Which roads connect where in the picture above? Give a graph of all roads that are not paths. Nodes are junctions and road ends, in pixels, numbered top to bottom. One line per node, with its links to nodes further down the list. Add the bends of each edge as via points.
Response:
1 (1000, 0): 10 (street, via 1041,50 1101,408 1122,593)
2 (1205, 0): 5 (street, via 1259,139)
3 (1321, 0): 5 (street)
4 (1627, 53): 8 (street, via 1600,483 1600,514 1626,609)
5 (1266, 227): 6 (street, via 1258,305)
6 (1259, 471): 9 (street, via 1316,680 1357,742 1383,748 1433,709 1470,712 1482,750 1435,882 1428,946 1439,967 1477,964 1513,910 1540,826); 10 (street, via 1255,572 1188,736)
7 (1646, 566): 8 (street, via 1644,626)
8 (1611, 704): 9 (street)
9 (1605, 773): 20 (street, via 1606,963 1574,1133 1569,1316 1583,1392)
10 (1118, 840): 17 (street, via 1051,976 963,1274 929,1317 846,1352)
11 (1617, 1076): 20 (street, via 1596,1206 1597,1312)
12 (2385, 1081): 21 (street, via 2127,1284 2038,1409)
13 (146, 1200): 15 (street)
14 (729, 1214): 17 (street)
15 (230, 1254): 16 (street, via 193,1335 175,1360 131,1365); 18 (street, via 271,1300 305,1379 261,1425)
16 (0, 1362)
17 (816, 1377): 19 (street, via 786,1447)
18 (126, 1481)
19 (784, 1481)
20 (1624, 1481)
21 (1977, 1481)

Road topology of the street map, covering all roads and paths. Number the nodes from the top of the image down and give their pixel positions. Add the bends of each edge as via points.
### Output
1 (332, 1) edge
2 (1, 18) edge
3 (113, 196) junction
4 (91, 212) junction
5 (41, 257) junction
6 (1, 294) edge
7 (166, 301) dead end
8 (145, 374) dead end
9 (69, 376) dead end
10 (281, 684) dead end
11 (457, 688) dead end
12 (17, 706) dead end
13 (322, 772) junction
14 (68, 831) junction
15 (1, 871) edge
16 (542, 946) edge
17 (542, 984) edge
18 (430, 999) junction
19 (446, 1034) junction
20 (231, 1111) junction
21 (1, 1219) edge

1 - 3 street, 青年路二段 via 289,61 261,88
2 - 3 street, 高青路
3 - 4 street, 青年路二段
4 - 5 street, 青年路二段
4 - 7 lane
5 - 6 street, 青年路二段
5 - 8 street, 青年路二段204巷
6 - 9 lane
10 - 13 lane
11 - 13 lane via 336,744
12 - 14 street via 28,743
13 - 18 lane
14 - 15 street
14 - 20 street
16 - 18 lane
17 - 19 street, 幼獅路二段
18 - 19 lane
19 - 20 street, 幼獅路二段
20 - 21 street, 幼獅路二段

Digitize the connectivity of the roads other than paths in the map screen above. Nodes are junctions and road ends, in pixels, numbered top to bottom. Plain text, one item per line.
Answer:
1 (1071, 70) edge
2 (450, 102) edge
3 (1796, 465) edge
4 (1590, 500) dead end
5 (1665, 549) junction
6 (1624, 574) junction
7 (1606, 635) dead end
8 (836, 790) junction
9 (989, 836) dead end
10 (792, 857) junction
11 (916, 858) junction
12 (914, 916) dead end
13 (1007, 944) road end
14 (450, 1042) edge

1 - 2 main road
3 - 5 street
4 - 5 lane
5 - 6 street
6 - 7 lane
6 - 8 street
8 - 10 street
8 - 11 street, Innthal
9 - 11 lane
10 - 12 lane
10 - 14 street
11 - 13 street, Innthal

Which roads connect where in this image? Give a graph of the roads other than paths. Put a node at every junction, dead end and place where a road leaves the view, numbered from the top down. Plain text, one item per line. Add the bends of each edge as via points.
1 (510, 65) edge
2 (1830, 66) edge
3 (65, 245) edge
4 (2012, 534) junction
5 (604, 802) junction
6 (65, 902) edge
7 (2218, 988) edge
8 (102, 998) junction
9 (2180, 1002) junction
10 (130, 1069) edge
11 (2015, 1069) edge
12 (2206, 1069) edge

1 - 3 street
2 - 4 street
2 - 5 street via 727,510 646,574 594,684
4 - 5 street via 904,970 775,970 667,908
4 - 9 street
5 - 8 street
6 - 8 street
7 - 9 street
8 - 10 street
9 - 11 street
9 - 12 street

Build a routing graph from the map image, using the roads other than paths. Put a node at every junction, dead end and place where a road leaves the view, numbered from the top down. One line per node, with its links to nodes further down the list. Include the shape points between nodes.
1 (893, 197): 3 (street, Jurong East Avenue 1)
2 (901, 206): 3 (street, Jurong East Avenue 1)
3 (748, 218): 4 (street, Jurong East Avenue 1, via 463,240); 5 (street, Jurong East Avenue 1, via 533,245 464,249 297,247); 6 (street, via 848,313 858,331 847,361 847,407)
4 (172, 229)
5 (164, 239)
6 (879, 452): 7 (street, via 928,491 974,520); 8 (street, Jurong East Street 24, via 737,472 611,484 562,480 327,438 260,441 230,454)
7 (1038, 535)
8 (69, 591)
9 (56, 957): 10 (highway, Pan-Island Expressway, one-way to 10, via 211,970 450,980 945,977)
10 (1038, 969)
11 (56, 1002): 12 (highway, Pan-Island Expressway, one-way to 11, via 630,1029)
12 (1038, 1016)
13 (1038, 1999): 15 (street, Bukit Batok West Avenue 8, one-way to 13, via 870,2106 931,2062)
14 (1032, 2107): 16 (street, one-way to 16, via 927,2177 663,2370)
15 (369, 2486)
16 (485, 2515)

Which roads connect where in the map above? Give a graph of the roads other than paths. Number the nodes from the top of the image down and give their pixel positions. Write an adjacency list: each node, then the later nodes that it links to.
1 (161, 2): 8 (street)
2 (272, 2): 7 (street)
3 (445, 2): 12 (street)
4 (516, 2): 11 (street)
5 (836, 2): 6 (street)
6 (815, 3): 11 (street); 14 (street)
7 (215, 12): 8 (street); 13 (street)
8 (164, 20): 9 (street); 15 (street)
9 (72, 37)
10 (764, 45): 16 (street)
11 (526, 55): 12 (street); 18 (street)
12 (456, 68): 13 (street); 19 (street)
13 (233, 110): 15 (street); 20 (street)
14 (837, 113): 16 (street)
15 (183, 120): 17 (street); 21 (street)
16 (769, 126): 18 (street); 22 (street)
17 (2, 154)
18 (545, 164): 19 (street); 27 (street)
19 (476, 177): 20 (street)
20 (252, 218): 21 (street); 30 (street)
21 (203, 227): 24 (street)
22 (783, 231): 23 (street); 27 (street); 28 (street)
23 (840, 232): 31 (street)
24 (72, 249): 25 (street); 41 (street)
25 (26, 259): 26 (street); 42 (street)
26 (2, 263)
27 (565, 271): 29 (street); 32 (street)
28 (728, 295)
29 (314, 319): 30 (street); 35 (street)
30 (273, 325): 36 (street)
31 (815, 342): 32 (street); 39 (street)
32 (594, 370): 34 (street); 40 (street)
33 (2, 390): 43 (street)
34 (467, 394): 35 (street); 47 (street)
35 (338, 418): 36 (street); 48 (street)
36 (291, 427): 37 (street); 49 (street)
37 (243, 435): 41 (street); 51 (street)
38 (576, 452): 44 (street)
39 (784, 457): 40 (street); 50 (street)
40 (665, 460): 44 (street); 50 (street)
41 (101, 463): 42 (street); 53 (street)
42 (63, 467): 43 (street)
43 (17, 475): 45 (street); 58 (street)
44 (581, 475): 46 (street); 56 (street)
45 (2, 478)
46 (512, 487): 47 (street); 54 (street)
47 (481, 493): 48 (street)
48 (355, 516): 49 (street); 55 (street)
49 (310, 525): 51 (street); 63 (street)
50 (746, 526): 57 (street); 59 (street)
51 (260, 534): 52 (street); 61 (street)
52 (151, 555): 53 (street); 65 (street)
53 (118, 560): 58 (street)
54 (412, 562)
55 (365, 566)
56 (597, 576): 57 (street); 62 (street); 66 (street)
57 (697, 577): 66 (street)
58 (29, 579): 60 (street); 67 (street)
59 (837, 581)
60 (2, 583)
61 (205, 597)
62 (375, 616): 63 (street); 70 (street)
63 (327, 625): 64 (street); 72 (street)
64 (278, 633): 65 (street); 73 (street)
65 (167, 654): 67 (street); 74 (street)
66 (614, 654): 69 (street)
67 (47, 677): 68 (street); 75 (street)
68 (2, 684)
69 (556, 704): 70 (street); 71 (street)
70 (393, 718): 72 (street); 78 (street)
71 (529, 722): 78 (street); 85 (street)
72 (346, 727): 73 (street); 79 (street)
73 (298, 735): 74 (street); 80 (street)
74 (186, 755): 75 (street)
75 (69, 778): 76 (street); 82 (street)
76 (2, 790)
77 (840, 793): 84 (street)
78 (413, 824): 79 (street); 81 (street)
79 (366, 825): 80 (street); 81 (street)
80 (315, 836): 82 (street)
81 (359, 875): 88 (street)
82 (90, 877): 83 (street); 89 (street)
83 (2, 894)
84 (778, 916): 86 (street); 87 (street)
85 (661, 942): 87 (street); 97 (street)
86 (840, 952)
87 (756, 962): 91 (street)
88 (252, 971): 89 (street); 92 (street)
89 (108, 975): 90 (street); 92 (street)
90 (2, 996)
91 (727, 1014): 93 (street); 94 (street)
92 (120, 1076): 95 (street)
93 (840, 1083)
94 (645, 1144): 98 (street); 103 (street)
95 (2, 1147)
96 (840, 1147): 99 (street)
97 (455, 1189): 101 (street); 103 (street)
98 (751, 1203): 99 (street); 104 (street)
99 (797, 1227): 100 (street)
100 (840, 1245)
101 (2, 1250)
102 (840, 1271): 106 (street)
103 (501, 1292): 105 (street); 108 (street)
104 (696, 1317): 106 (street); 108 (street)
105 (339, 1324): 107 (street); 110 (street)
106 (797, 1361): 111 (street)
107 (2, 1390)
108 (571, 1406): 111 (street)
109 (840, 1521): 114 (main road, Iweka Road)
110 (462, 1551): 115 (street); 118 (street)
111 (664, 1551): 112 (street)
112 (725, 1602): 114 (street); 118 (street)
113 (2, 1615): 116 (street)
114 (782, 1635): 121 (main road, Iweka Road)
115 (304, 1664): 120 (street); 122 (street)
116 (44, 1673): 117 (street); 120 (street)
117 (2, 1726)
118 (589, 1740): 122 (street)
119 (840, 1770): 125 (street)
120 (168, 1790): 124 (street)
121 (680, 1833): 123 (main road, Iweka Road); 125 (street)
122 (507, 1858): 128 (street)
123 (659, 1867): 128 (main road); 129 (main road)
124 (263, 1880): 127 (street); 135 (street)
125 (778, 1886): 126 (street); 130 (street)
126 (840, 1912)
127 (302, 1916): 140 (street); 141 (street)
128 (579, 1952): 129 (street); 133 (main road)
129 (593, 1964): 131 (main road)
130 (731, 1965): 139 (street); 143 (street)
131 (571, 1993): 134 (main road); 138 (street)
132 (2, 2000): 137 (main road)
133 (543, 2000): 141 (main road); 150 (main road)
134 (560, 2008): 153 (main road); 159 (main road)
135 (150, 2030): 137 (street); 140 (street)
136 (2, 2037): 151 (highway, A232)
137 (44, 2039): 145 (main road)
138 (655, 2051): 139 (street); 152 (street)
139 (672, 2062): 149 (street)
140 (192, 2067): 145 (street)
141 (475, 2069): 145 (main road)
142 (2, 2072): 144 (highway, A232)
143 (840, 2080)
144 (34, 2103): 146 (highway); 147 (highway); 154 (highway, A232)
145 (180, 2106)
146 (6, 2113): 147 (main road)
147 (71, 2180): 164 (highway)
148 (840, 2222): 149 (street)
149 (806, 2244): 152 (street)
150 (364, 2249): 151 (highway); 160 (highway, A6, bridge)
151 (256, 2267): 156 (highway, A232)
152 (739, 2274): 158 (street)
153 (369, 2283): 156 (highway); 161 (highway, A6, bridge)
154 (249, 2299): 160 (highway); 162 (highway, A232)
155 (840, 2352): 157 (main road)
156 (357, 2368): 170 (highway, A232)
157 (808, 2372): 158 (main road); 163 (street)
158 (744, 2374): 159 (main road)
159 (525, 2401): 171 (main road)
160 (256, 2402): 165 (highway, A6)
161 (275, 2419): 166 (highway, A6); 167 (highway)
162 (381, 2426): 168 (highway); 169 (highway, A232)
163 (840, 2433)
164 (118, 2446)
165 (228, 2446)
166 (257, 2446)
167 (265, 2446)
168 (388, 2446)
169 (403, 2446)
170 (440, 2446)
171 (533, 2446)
-.-.-
# Exercise directions:
Copy every line above that holds the word "leaves".

# Reply:
Which roads connect where in this image? Give a graph of the roads other than paths. Put a node at every junction, dead end and place where a road leaves the view, numbered from the top down. Plain text, one item per line. Add the bends of each edge as via points.
Build a routing graph from the map image, using the roads other than paths. Put a node at every junction, dead end and place where a road leaves the view, numbered from the top down. One line per node, with its links to nodes further down the list. Include the shape points between nodes.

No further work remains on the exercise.